Pictures do not belong in the copy; quote every entry below exactly.

---- RECORDS

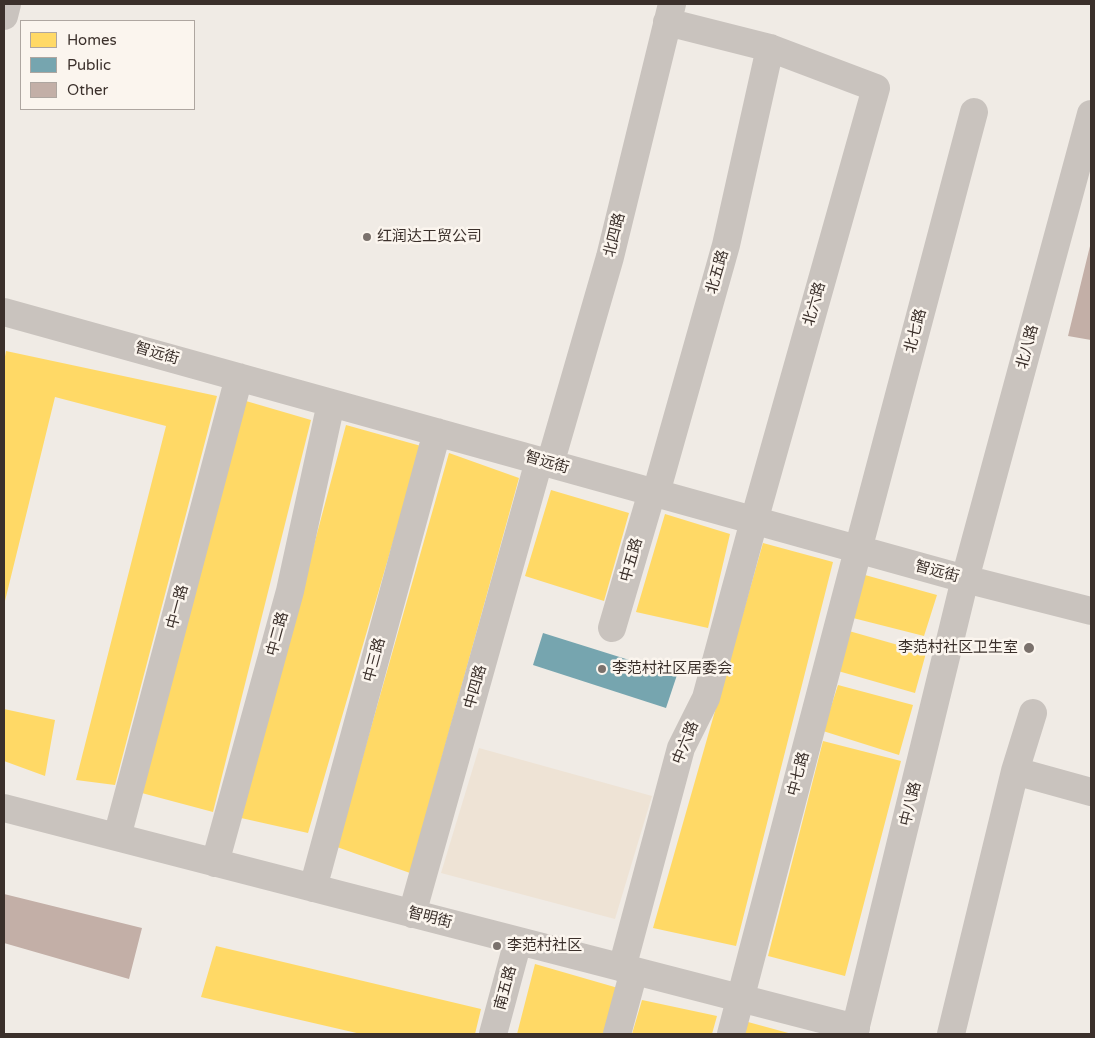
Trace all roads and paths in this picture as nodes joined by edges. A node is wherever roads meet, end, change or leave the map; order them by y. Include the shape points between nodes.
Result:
1 (7, 4) edge
2 (670, 13) edge
3 (4, 16) edge
4 (770, 48) junction
5 (974, 112) dead end
6 (1091, 114) edge
7 (4, 312) edge
8 (239, 377) junction
9 (331, 403) junction
10 (437, 432) junction
11 (544, 462) junction
12 (654, 493) junction
13 (754, 521) junction
14 (858, 550) junction
15 (965, 579) junction
16 (1091, 611) edge
17 (612, 628) dead end
18 (1033, 713) dead end
19 (1015, 771) junction
20 (1091, 792) edge
21 (4, 808) edge
22 (117, 837) junction
23 (215, 863) junction
24 (312, 888) junction
25 (412, 914) junction
26 (518, 941) junction
27 (628, 969) junction
28 (741, 998) junction
29 (855, 1031) edge
30 (493, 1034) edge
31 (618, 1034) edge
32 (731, 1034) edge
33 (951, 1034) edge

1 - 3 street
2 - 4 street
2 - 11 street, 北四路 via 610,257
4 - 12 street, 北五路 via 726,245
4 - 13 street, 北六路 via 876,88
5 - 14 street, 北七路
6 - 15 street, 北八路
7 - 8 street, 智远街
8 - 9 street, 智远街
8 - 22 street, 中一路
9 - 10 street, 智远街
9 - 23 street, 中二路 via 290,591
10 - 11 street, 智远街
10 - 24 street, 中三路
11 - 12 street, 智远街
11 - 25 street, 中四路
12 - 13 street, 智远街
12 - 17 street, 中五路
13 - 14 street, 智远街
13 - 27 street, 中六路 via 706,698 681,748
14 - 15 street, 智远街
14 - 28 street, 中七路
15 - 16 street, 智远街
15 - 29 street, 中八路
18 - 19 street
19 - 20 street
19 - 33 street
21 - 22 street, 智明街
22 - 23 street, 智明街
23 - 24 street, 智明街
24 - 25 street, 智明街
25 - 26 street, 智明街
26 - 27 street, 智明街
26 - 30 street, 南五路
27 - 28 street, 智明街
27 - 31 street, 中六路
28 - 29 street, 智明街
28 - 32 street, 中七路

--------

▸ SOLUTION FOR THIS PROBLEM
Trace all roads and paths in this picture as nodes joined by edges. A node is wherever roads meet, end, change or leave the map; order them by y. Include the shape points between nodes.
Result:
1 (7, 4) edge
2 (670, 13) edge
3 (4, 16) edge
4 (770, 48) junction
5 (974, 112) dead end
6 (1091, 114) edge
7 (4, 312) edge
8 (239, 377) junction
9 (331, 403) junction
10 (437, 432) junction
11 (544, 462) junction
12 (654, 493) junction
13 (754, 521) junction
14 (858, 550) junction
15 (965, 579) junction
16 (1091, 611) edge
17 (612, 628) dead end
18 (1033, 713) dead end
19 (1015, 771) junction
20 (1091, 792) edge
21 (4, 808) edge
22 (117, 837) junction
23 (215, 863) junction
24 (312, 888) junction
25 (412, 914) junction
26 (518, 941) junction
27 (628, 969) junction
28 (741, 998) junction
29 (855, 1031) edge
30 (493, 1034) edge
31 (618, 1034) edge
32 (731, 1034) edge
33 (951, 1034) edge

1 - 3 street
2 - 4 street
2 - 11 street, 北四路 via 610,257
4 - 12 street, 北五路 via 726,245
4 - 13 street, 北六路 via 876,88
5 - 14 street, 北七路
6 - 15 street, 北八路
7 - 8 street, 智远街
8 - 9 street, 智远街
8 - 22 street, 中一路
9 - 10 street, 智远街
9 - 23 street, 中二路 via 290,591
10 - 11 street, 智远街
10 - 24 street, 中三路
11 - 12 street, 智远街
11 - 25 street, 中四路
12 - 13 street, 智远街
12 - 17 street, 中五路
13 - 14 street, 智远街
13 - 27 street, 中六路 via 706,698 681,748
14 - 15 street, 智远街
14 - 28 street, 中七路
15 - 16 street, 智远街
15 - 29 street, 中八路
18 - 19 street
19 - 20 street
19 - 33 street
21 - 22 street, 智明街
22 - 23 street, 智明街
23 - 24 street, 智明街
24 - 25 street, 智明街
25 - 26 street, 智明街
26 - 27 street, 智明街
26 - 30 street, 南五路
27 - 28 street, 智明街
27 - 31 street, 中六路
28 - 29 street, 智明街
28 - 32 street, 中七路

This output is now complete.